**PROBLEM TO SOLVE:** Search the records for the word "rectangle". Copy every line where it appears.

**EXCERPTED DATA:**
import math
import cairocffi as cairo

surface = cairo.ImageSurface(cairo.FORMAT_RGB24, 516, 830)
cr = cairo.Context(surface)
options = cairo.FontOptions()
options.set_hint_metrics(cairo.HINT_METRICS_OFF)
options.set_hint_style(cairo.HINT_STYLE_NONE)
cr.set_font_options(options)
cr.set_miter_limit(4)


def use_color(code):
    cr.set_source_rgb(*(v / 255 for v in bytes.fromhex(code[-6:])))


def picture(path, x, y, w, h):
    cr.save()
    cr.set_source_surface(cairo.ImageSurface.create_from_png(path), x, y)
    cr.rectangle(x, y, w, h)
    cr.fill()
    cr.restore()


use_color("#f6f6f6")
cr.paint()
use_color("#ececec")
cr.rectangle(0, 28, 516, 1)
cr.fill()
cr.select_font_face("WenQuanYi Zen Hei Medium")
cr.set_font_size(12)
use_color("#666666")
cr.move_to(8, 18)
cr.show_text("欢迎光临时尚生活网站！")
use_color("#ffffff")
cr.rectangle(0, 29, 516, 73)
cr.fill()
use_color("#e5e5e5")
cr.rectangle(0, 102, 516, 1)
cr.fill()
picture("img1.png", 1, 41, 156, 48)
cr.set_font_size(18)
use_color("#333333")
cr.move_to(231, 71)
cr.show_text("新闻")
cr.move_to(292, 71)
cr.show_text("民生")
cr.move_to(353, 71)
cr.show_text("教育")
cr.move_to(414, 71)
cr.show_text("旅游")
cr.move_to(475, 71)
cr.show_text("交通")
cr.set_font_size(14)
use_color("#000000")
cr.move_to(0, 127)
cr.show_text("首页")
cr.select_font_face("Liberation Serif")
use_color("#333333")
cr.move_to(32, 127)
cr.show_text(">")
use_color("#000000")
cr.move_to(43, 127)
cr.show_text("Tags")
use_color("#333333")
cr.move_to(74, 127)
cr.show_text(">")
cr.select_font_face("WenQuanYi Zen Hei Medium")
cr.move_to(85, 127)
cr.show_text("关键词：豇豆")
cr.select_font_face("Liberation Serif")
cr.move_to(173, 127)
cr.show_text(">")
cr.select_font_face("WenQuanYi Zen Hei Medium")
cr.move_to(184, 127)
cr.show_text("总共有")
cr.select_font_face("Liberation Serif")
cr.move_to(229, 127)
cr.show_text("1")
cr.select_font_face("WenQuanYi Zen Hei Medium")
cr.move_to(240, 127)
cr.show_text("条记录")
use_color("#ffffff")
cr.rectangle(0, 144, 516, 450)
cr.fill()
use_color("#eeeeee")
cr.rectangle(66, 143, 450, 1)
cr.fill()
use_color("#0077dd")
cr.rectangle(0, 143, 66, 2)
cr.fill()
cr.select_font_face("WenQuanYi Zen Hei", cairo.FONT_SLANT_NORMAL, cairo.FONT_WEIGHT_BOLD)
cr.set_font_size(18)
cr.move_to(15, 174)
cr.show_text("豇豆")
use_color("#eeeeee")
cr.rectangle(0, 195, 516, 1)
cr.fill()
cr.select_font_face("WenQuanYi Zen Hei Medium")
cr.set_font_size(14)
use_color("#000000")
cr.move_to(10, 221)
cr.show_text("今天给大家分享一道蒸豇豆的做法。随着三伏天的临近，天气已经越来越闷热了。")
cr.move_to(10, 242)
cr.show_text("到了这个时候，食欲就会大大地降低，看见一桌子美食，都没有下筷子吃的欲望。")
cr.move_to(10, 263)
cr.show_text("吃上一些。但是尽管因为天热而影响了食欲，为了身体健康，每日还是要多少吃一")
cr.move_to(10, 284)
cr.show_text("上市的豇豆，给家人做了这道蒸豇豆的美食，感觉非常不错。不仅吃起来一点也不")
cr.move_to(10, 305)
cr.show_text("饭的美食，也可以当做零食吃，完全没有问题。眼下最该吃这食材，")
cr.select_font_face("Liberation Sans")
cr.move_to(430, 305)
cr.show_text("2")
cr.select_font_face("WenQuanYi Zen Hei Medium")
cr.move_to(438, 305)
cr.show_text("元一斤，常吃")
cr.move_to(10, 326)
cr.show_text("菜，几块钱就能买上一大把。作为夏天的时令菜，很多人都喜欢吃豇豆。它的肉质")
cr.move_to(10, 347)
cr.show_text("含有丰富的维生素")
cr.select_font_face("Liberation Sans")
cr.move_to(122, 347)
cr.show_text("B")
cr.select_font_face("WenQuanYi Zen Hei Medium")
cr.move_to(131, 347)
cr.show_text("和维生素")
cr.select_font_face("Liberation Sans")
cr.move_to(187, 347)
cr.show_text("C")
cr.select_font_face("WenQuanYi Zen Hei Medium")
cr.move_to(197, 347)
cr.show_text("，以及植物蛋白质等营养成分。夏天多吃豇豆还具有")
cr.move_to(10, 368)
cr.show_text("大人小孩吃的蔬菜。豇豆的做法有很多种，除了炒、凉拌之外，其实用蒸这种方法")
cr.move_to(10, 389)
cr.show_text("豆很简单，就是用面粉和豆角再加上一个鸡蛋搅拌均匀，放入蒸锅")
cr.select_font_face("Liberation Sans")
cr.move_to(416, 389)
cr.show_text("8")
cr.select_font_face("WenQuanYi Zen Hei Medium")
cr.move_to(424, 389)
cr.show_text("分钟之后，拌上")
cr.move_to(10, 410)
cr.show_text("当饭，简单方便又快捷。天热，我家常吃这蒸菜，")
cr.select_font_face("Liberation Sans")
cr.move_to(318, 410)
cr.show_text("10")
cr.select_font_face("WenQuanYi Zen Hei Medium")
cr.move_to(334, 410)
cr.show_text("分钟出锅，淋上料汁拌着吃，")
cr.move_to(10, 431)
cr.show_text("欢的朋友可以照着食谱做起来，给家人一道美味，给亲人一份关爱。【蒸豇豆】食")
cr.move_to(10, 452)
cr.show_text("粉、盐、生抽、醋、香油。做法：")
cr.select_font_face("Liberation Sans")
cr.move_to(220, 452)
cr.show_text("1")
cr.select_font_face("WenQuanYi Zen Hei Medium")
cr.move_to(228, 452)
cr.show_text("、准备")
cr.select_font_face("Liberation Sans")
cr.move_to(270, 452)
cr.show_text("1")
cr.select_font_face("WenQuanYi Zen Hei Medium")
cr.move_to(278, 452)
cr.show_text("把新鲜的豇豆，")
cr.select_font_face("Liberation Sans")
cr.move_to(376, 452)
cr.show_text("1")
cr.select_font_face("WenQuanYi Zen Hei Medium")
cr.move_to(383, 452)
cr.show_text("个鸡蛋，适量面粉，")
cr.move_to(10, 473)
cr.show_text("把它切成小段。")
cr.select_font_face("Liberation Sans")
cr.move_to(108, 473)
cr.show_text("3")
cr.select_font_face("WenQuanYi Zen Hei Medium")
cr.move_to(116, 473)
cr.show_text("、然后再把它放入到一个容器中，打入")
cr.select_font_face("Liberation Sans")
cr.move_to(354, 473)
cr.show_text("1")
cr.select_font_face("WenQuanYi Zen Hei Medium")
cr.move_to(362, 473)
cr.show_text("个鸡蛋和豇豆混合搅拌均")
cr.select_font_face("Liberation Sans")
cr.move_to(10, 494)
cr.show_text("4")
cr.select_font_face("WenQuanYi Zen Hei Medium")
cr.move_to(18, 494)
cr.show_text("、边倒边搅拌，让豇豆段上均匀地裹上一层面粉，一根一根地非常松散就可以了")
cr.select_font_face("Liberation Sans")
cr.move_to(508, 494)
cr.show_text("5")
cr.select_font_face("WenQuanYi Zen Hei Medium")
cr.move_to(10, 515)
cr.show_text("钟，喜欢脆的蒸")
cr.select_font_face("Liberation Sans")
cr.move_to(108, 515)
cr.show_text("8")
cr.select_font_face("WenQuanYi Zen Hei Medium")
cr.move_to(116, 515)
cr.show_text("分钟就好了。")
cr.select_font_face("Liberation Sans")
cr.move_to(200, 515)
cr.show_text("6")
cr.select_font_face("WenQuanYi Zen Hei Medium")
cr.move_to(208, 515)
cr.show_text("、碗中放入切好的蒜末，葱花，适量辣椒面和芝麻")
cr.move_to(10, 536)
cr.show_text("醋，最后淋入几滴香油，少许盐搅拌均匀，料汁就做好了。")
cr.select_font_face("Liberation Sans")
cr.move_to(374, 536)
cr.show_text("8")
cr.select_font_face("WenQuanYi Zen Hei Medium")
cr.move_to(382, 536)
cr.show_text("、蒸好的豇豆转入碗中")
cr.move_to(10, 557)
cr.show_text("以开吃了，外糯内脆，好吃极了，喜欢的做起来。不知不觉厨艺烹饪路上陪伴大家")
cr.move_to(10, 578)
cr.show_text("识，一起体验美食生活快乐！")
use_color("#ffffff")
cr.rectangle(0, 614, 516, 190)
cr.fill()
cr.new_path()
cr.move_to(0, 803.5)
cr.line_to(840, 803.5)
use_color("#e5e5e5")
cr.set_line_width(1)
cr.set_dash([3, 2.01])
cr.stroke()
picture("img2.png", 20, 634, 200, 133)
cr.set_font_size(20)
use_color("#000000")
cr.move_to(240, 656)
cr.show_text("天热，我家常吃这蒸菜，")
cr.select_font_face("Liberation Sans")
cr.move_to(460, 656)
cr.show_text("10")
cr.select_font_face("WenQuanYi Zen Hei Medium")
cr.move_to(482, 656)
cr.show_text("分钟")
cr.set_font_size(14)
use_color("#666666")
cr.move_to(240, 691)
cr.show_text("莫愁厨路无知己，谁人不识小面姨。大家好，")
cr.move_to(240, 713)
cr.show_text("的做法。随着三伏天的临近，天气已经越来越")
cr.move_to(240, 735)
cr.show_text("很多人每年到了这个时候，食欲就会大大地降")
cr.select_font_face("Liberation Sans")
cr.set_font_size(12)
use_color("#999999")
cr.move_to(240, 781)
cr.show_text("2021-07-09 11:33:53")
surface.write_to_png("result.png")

**EXERCISE RESULT:**
    cr.rectangle(x, y, w, h)
cr.rectangle(0, 28, 516, 1)
cr.rectangle(0, 29, 516, 73)
cr.rectangle(0, 102, 516, 1)
cr.rectangle(0, 144, 516, 450)
cr.rectangle(66, 143, 450, 1)
cr.rectangle(0, 143, 66, 2)
cr.rectangle(0, 195, 516, 1)
cr.rectangle(0, 614, 516, 190)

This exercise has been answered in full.